U.S. v. Thomas

Decision Date23 May 1991
Docket NumberNo. 90-2183,90-2183
Citation930 F.2d 526
PartiesUNITED STATES of America, Plaintiff-Appellant, v. Mattie Lou THOMAS, Defendant-Appellee.
CourtU.S. Court of Appeals — Seventh Circuit

Michael J. Shepard, and Barry R. Elden, Asst. U.S. Attys., Office of the United States Attorney, Criminal Receiving, Appellate Division, Chicago, Ill., for plaintiff-appellant.

Jeffrey B. Steinback, Leonard Goodman, Genson, Steinback & Gillespie, Chicago, Ill., for defendant-appellee.

Before FLAUM, RIPPLE, and MANION, Circuit Judges.

FLAUM, Circuit Judge.

After she was arrested for possessing almost 4 kilograms of heroin, Mattie Lou Thomas decided to cooperate with the continuing government investigation of her associates. Her assistance earned her a government recommendation, pursuant to 18 U.S.C. Sec. 3553(e), for a six-year sentence in lieu of the otherwise mandatory ten-year prison sentence applicable to her crime. See 21 U.S.C. Sec. 841(b)(1)(A). The district court, however, gave the prosecution more than it bargained for, sentencing Thomas to probation. The government appeals, asserting that 21 U.S.C. Sec. 841(b)(1)(A)(i) does not permit the district court to enter a sentence of probation and that the size of the district court's downward departure was unreasonable. We agree and remand the case to the district court for resentencing.

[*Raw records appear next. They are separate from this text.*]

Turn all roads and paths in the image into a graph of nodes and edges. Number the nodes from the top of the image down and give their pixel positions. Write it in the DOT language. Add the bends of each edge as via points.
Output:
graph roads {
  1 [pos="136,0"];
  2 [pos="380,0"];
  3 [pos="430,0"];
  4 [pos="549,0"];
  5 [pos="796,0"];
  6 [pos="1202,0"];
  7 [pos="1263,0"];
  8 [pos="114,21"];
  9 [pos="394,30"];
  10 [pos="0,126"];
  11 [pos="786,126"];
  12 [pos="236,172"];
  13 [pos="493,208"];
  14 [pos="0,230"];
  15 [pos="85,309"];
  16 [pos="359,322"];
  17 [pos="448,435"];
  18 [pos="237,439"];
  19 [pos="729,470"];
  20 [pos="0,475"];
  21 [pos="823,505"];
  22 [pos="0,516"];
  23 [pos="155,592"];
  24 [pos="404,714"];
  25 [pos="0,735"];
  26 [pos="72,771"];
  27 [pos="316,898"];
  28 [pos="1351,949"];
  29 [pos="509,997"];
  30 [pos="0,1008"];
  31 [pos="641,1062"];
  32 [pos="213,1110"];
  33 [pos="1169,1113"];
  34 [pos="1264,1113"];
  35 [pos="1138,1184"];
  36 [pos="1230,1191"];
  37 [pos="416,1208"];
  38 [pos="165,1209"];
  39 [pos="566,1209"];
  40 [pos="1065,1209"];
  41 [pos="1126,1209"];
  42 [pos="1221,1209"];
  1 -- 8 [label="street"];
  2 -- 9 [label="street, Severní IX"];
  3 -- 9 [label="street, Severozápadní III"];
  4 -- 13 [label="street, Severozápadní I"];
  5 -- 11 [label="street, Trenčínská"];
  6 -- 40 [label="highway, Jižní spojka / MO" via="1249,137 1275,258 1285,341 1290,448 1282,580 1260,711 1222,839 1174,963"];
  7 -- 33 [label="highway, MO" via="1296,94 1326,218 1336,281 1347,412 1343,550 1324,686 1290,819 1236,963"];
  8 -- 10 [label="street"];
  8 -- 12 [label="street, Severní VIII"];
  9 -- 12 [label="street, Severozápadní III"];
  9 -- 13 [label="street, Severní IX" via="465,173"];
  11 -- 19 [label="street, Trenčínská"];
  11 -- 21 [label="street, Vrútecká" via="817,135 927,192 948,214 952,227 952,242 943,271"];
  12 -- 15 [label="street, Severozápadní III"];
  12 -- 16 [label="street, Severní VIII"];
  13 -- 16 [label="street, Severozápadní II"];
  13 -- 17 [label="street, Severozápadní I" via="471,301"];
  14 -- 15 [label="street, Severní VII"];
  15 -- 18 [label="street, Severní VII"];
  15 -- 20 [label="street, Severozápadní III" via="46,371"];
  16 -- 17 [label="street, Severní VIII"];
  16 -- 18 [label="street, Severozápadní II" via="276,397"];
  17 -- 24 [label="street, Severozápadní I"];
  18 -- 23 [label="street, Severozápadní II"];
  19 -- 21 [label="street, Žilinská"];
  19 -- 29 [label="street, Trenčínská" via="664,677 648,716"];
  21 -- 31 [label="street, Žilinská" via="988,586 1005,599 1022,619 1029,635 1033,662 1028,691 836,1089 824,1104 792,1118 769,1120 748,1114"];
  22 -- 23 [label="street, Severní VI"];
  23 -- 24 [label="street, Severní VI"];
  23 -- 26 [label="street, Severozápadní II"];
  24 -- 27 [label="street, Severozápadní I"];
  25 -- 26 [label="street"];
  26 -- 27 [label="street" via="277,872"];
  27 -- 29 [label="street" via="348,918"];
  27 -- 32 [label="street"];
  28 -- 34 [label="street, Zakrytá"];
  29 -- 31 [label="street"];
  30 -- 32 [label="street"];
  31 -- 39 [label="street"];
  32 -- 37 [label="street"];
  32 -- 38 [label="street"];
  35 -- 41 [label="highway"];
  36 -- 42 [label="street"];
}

21 U.S.C. Sec. 841(b) provides that:

Except as otherwise provided in Section 845, 845a or 845b of this title, any person who violates subsection (a) of the section shall be sentenced as follows:

(1)(A) [for violations involving more than one kilogram of heroin] such person shall be sentenced to a term of imprisonment which may not be less than 10 years.... Notwithstanding any other provision of law, the court shall not place on probation or suspend the sentence of any person sentenced under this subparagraph.

As an initial matter, one might ask why the last sentence quoted above is necessary. If a ten-year sentence is mandatory, why was it necessary to affirmatively prohibit a sentence of probation? The simple answer is that the ten-year sentence is not mandatory. 18 U.S.C. Sec. 3553(e) gives the court, on motion of the government, limited authority to impose a sentence below a statutory minimum, "so as to reflect a defendant's substantial assistance in the investigation or prosecution of another person who has committed an offense." The question we face is whether, for defendants convicted of violating 21 U.S.C. Sec. 841(a), 18 U.S.C. Sec. 3553(e) authorizes sentencing judges to reduce only the term of imprisonment or if it also permits the judge to impose probation in lieu of imprisonment.

The district court adopted the latter interpretation. The court reasoned that, in responding to the government's motion, it was sentencing Thomas "under" 18 U.S.C. Sec. 3553(e) rather than "under" 21 U.S.C. Sec. 841(b), making the probation prohibition of Sec. 841(b)(1)(A) inapplicable. The court concluded, therefore, that it was free to consider probation as a sentencing alternative. The court found United States v. Daiagi, 892 F.2d 31 (4th Cir.1989), analogous. In Daiagi, the court held that Sec. 3553(e) authorized the district court to sentence the defendant to probation even though 18 U.S.C. Sec. 3561(a)(1) provides that "[a] defendant who has been found guilty of an offense may be sentenced to a term of probation unless (1) the offense is a Class A or Class B felony...." Daiagi had been convicted of conspiring to distribute cocaine in violation of 21 U.S.C. Sec. 846. 1 The Daiagi court reasoned that "there is no logical distinction ... between the mandatory minimum sentence and the prohibition against probation. The statute [Sec. 3553(e) ] was intended to free the sentencing judge to exercise, on motion of the Government, a prudent discretion by disregarding, where there has been substantial governmental assistance by the defendant, both the affirmative mandate to impose a minimum prison sentence and the negative mandate ... not to grant probation...." Id. at 33. The district court found that view persuasive, and concluded that Sec. 3553(e) authorized him to disregard both the ten-year statutory minimum sentence and the ban on probation contained in Sec. 841(b).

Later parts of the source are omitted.